Nestes últimos anos, cresceu o número dos moradores de rua nas cidades, a fome vai se espalhando. As vítimas de um sistema social injusto e desigual, numa sociedade onde há sempre mais ricos, a custa da multiplicação da miséria, tendem a ser absorvidas nas estatísticas. Acabam vistas como um fato natural de um “novo normal” (perverso). É a “banalidade do mal” no dizer da filósofa Hannah Arendt.
Em meio a tudo isto, Jesus nos convida a olharmos mais atentamente para as necessidades dos pobres. Para estarmos bem com Deus precisamos passar pela vida do próximo, pois o maior mandamento é o amor a Deus que passa pelo amor aos irmãos.
Daí o grande apelo à solidariedade que brota do Evangelho. Quando nos lembramos dos dez mandamentos, é nítido que o amor de Deus vem primeiro na ordem dos princípios, mas o amor ao próximo vem primeiro na ordem prática, como ensinou Santo Agostinho.
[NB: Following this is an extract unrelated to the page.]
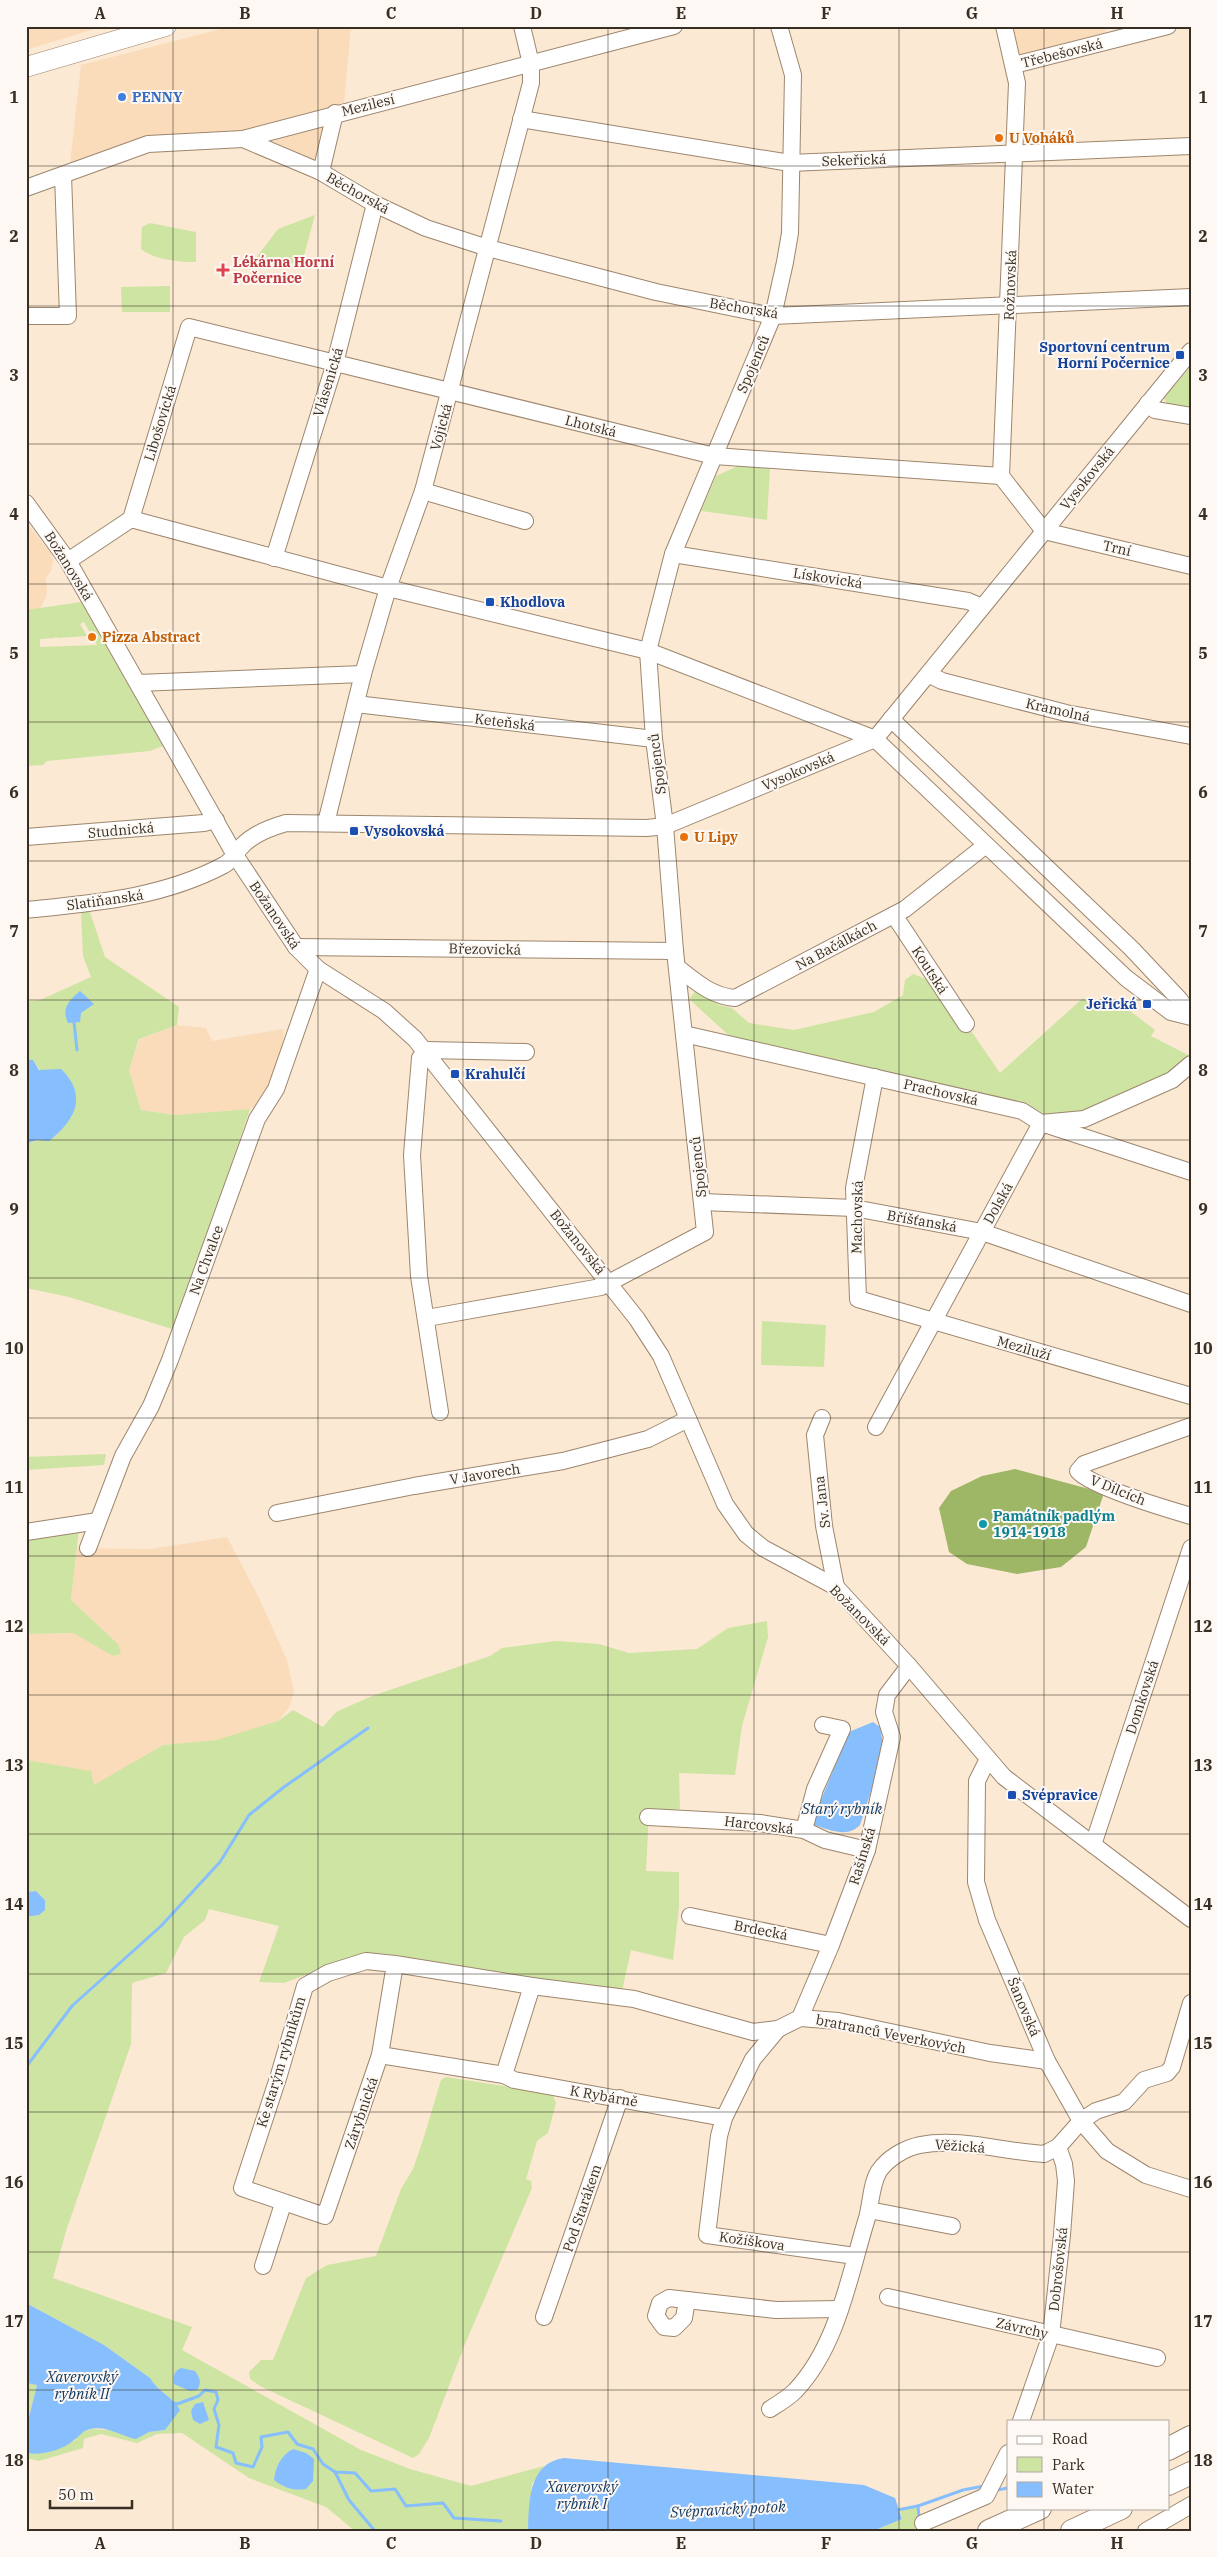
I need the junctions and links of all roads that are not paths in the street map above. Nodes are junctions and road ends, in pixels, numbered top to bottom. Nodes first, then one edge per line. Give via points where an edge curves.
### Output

Temos necessidade de vencer a cultura individualista, na qual estamos mergulhados. Ela degrada as relações sociais em especial as relações familiares. Somos levados a pensar que para sermos felizes precisamos amar primeiro a si mesmo, como se uma áurea egocêntrica, centrada em si mesmo é que vale a pena: eu em primeiro lugar e acima de tudo e de todos, o resto não interessa.
Diante da crise moral, política, sanitária, econômica, etc. que atravessamos, é necessário voltar aos dez mandamentos da Lei de Deus, os quais Jesus resumiu num só mandamento: Amar. Há necessidade de uma mudança, conversão pessoal, individual e social neste sentido.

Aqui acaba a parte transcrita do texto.